Angesichts des offensichtlichen Versagens der Behörden und des Krisenmanagements durch Chaos begaben sich dann am Freitag tausende Flüchtlinge von Budapest zu Fuß auf den langen Weg zur österreichischen Grenze. Es waren wohl die dramatischen TV-Berichte über die Menschen, die nichts mehr zu verlieren haben, die die Regierungen in Berlin und Wien wachgerüttelt haben.

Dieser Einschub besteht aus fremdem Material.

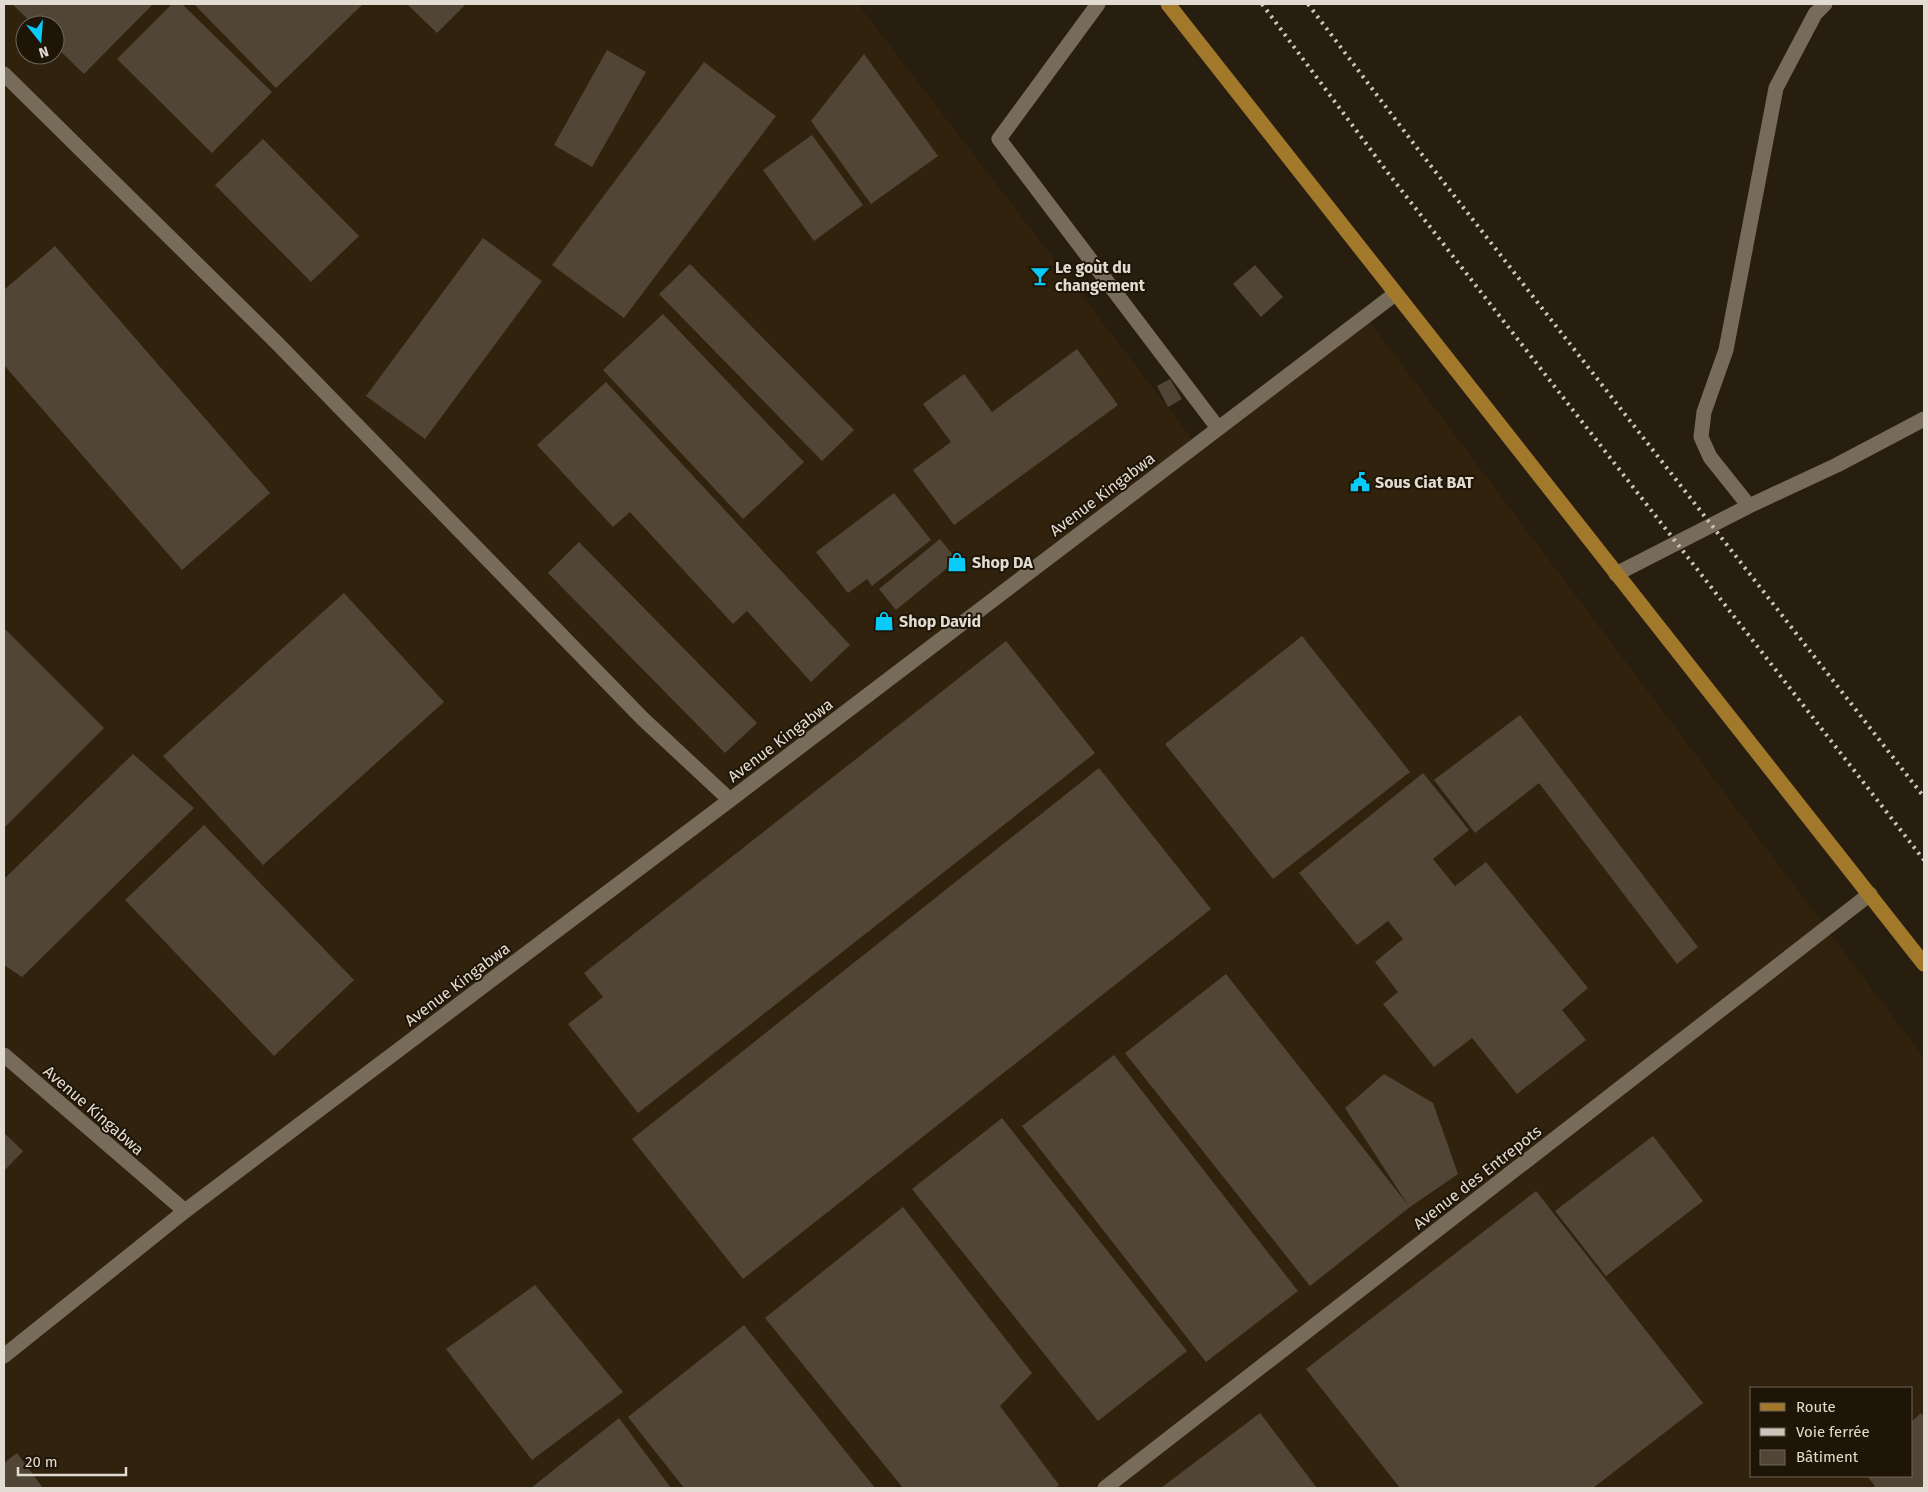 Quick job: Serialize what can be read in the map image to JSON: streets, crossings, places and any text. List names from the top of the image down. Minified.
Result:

Und die Stimmung in Ungarn selbst? Die Orbán-Regierung beschwert sich über die Doppelbödigkeit der handlungsunfähigen EU und ist verblüfft, dass der skandalöse Mangel an Empathie für die Menschen in Not, der sich in den Reden und Interviews Viktor Orbáns und seiner Diener bemerkbar macht, internationale Empörung ausgelöst hat. Die Regierung schütze durch ihre Haltung nicht nur Ungarn, sondern ganz Westeuropa vor den Massen fremdländischer Menschen, die unsere Länder überrollen und unsere Zivilisation bedrohen, heißt es. Eine klare Mehrheit der Ungarn scheint diese Haltung zu unterstützen. Der herausregende Literaturphilosoph Sándor Radnóti drückte in einer Titelgeschichte der linksliberalen Wochenzeitung Magyar Narancs die Schamgefühle der geistigen Elite aus: "Das Orbán-Regime verkörpert durch seine Unbarmherzigkeit und Grausamkeit das, was das Schlimmste in Europa ist." Es gibt aber auch in Ungarn eine engagierte Zivilgesellschaft. Im krassen Gegensatz zur offiziellen Heuchelei sind seit Wochen tausende freiwillige Helfer für die Flüchtlinge aktiv. (Paul Lendvai, 7.9.2015)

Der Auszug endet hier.